[kentonv]

It's actually somewhat different. AWS Lambda is intended to act as your origin server. Generally your Lambda functions run in a small number of locations, not necessarily close to users.

Cloudflare Workers will run in all of Cloudflare's 117 (and growing) locations. The idea is that you'd put code in a worker if you need the code to run close to the user. You might want that to improve page load speed, or to reduce bandwidth costs (don't have to pay for the long haul), or because you want to augment Cloudflare's feature set, or a number of other reasons. But, generally, you would not host your whole service on this. (Well, you could, but it's not the intent.)

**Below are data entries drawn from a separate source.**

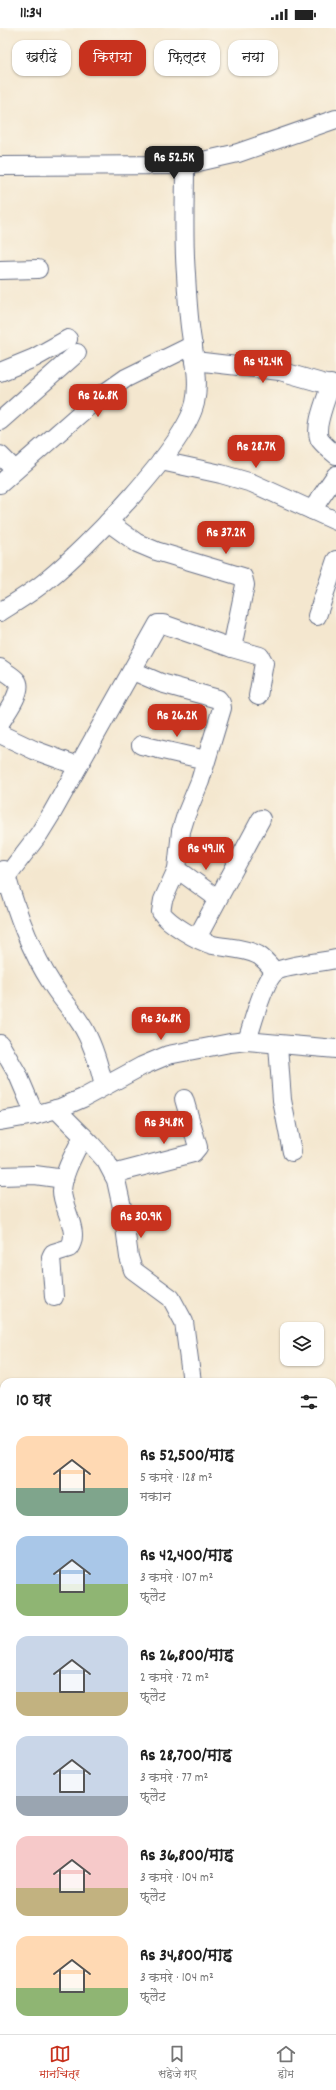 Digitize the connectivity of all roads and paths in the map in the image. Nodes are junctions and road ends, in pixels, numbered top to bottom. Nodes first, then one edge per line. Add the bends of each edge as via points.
1 (336, 120) edge
2 (185, 165) junction
3 (0, 166) edge
4 (38, 269) dead end
5 (0, 270) edge
6 (194, 353) junction
7 (0, 372) edge
8 (334, 385) edge
9 (0, 421) edge
10 (0, 455) edge
11 (336, 455) edge
12 (161, 461) junction
13 (15, 470) junction
14 (336, 475) edge
15 (0, 484) edge
16 (312, 510) junction
17 (336, 521) edge
18 (108, 522) junction
19 (336, 560) edge
20 (0, 612) edge
21 (317, 616) dead end
22 (232, 648) junction
23 (0, 668) edge
24 (133, 671) junction
25 (258, 696) dead end
26 (0, 723) edge
27 (0, 734) edge
28 (141, 744) dead end
29 (206, 760) junction
30 (78, 766) junction
31 (261, 819) dead end
32 (177, 868) junction
33 (2, 876) edge
34 (217, 898) junction
35 (197, 938) junction
36 (336, 959) edge
37 (276, 972) junction
38 (247, 1042) junction
39 (0, 1044) edge
40 (278, 1045) junction
41 (336, 1049) edge
42 (104, 1086) junction
43 (184, 1099) dead end
44 (56, 1109) junction
45 (35, 1115) junction
46 (0, 1121) edge
47 (83, 1136) junction
48 (292, 1152) dead end
49 (113, 1174) junction
50 (0, 1176) edge
51 (64, 1179) junction
52 (54, 1297) dead end
53 (191, 1378) edge

1 - 2 street via 238,153
2 - 3 street
2 - 6 street via 185,272
4 - 5 street
6 - 8 street
6 - 12 street via 195,402 189,419
6 - 13 street via 126,378
7 - 9 street via 73,346
8 - 11 street via 318,424 318,433 320,440
10 - 13 street
12 - 16 street via 252,483
12 - 18 street
13 - 15 street
14 - 16 street
16 - 17 street
18 - 20 street via 46,581
18 - 22 street via 137,543 156,551 243,577 245,586
19 - 21 street
22 - 24 street via 158,624
22 - 25 street via 263,659 264,669
23 - 26 street via 17,681 19,686
24 - 29 street via 168,685 218,699 222,708
24 - 30 street
27 - 30 street
28 - 29 street
29 - 32 street via 181,832
30 - 33 street via 39,834
31 - 34 street
32 - 34 street
32 - 35 street via 163,900 161,912
33 - 42 street via 28,941 52,984 84,1029 97,1057
34 - 35 street
35 - 37 street via 211,944 257,954
36 - 37 street
37 - 38 street via 267,984
38 - 40 street
38 - 42 street via 230,1042 168,1055
39 - 45 street via 18,1075
40 - 41 street
40 - 48 street via 282,1100
42 - 44 street
43 - 49 street via 197,1140 198,1147 193,1153
44 - 45 street
44 - 47 street
45 - 46 street
47 - 49 street via 106,1161
47 - 51 street
49 - 53 street via 123,1212 133,1270 171,1298 184,1322
50 - 51 street via 35,1175
51 - 52 street via 62,1192 74,1238 70,1248 51,1256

We haven't nailed down pricing yet, but we've worked hard to create the most efficient possible design so that we can make pricing attractive.

[mtrimpe]

Can I use this together with CloudFlare streaming to open up stream ingestion based on some HMAC signed parameters?

To give regular end-user the rights to e.g. 'record one video of up to X seconds and Y mbps under ID "some-uuid"'

I've been waiting for a proper Content Ingestion Network for ages by now... if the CloudFlare video team ever wants to talk to someone who hand-rolled their own single-node version of this I'd be more than willing to share my experiences.

[kentonv]

That's a really interesting idea!

[mtrimpe]

If you added this with RTMP+WebRTC ingestion support all of these [1] companies would probably jump on the opportunity... and dozens more would start up in that space ;-)

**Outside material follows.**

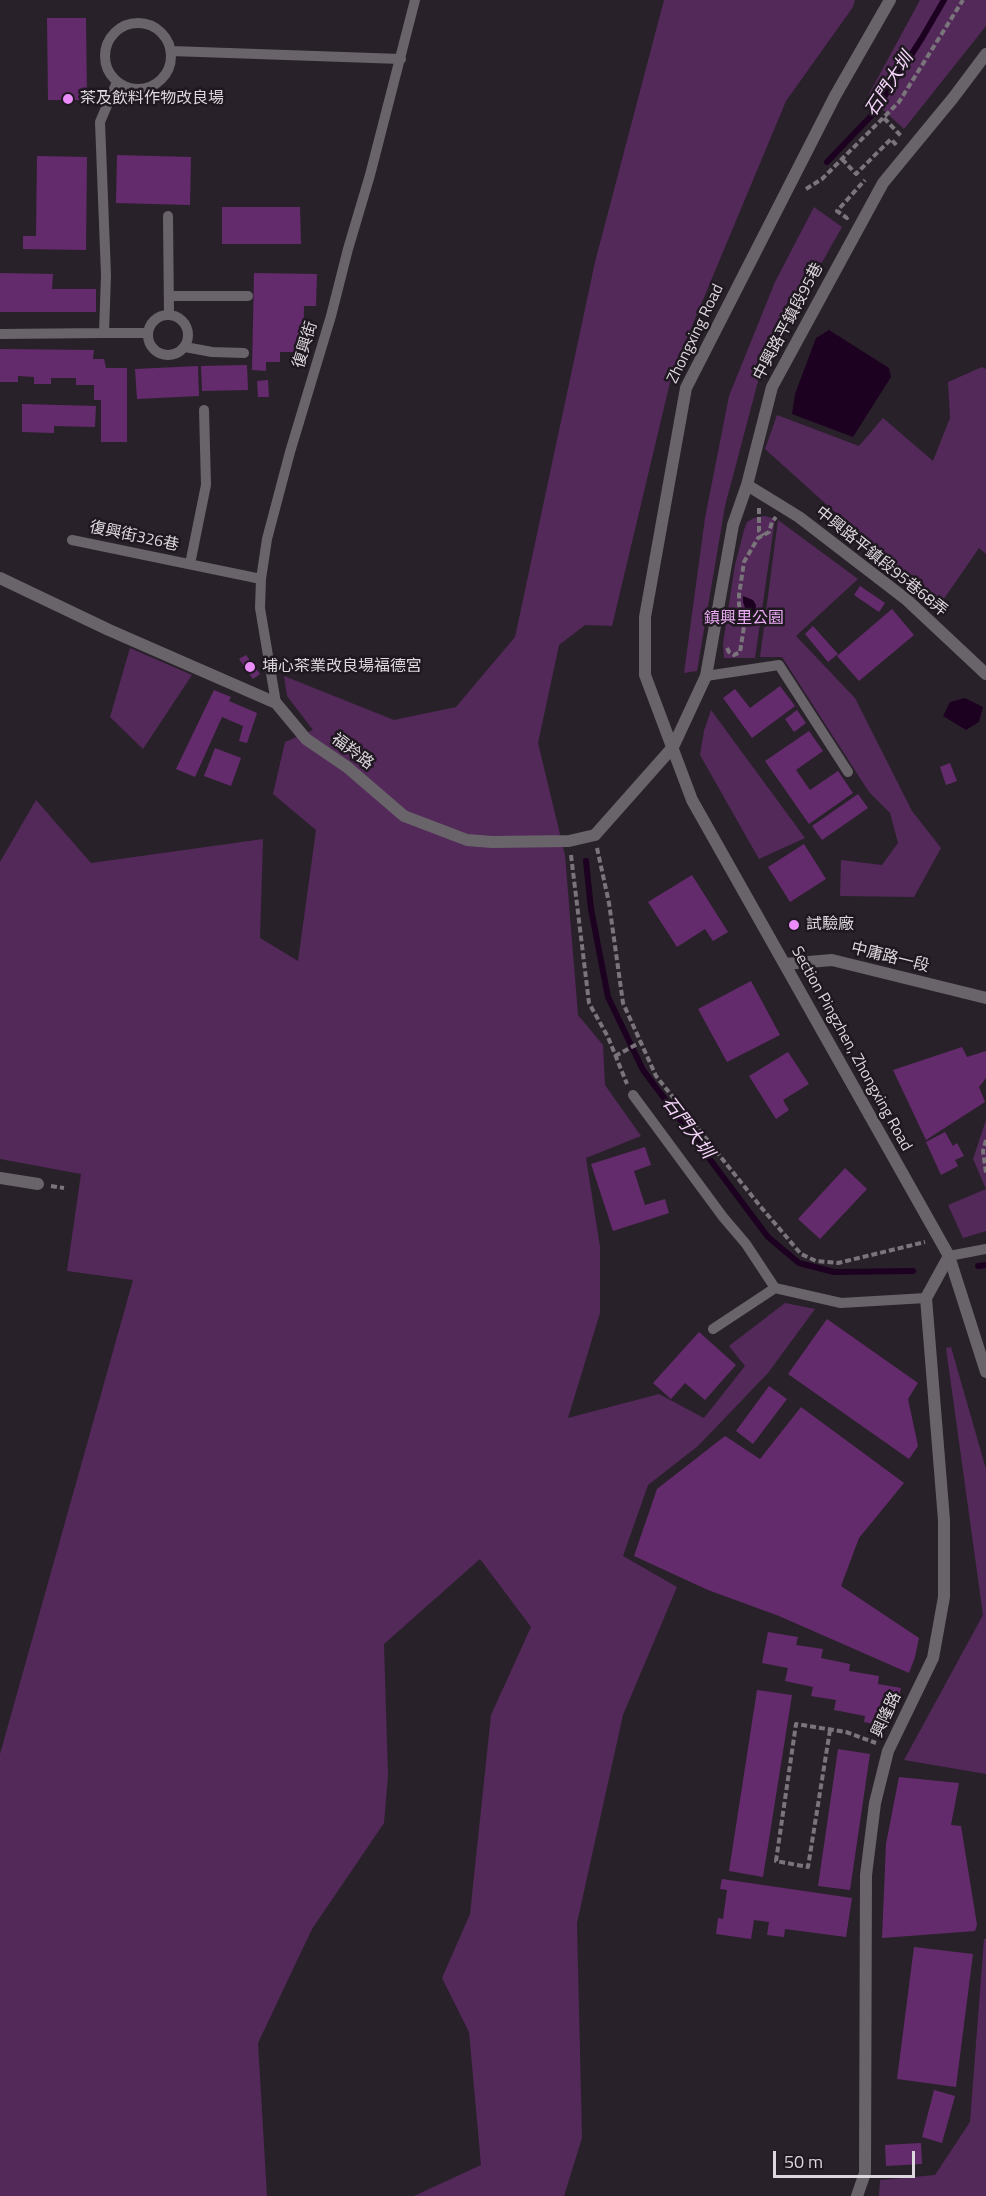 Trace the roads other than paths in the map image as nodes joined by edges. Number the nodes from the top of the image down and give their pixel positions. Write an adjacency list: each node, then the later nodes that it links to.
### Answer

[1] http://interviewingsoftware.com/

[smoll]

So, more like https://aws.amazon.com/lambda/edge/ ?

[kentonv]

That is correct. However, the design is very different. Lambda@Edge is, from what I can tell, based on running a full Node.js process in a process-level sandbox for each customer, whereas we are embedding V8 directly.

[tolmasky]

What are you embedding v8 into exactly? What happens if I figure out a buffer overflow in v8? What do I break out into? Is it solely process isolation? Is it in a container? A VM?

[kentonv]

> What are you embedding v8 into exactly?

C++ code.

Yeah, I know...

> What happens if I figure out a buffer overflow in v8?

You report it to Google for $15,000. ;)

More seriously, though, this is something we've spent a huge amount of effort worrying about. There are many layers of sandboxing and mitigation, including an incredibly tight seccomp filter, namespaces, cgroups, ASLR, architectural changes to keep sensitive secrets away from risky processes, etc. But we still worry and will continue to add more safeguards.

[michaelt]

  We haven't nailed down pricing yet

One of the things I like about AWS is the price doesn't jump from $0/year directly to $240/year the way cloudflare does.

[bogomipz]

Indeed, this would be the second product announcement from Cloudflare in 3 days that didn't have any pricing available.

[tyingq]

On the other hand, there's no surprise uncapped charges when something unexpected happens.

[ddorian43]

How do you store scripts in each edge ? Since in 1 of 117 datacenters, you'll need all scripts from all customers ready to go/execute.

[kentonv]

Same as any other site setting, all of which need to be pushed to every location. We have existing infrastructure for this that propagates changes everywhere within a couple seconds.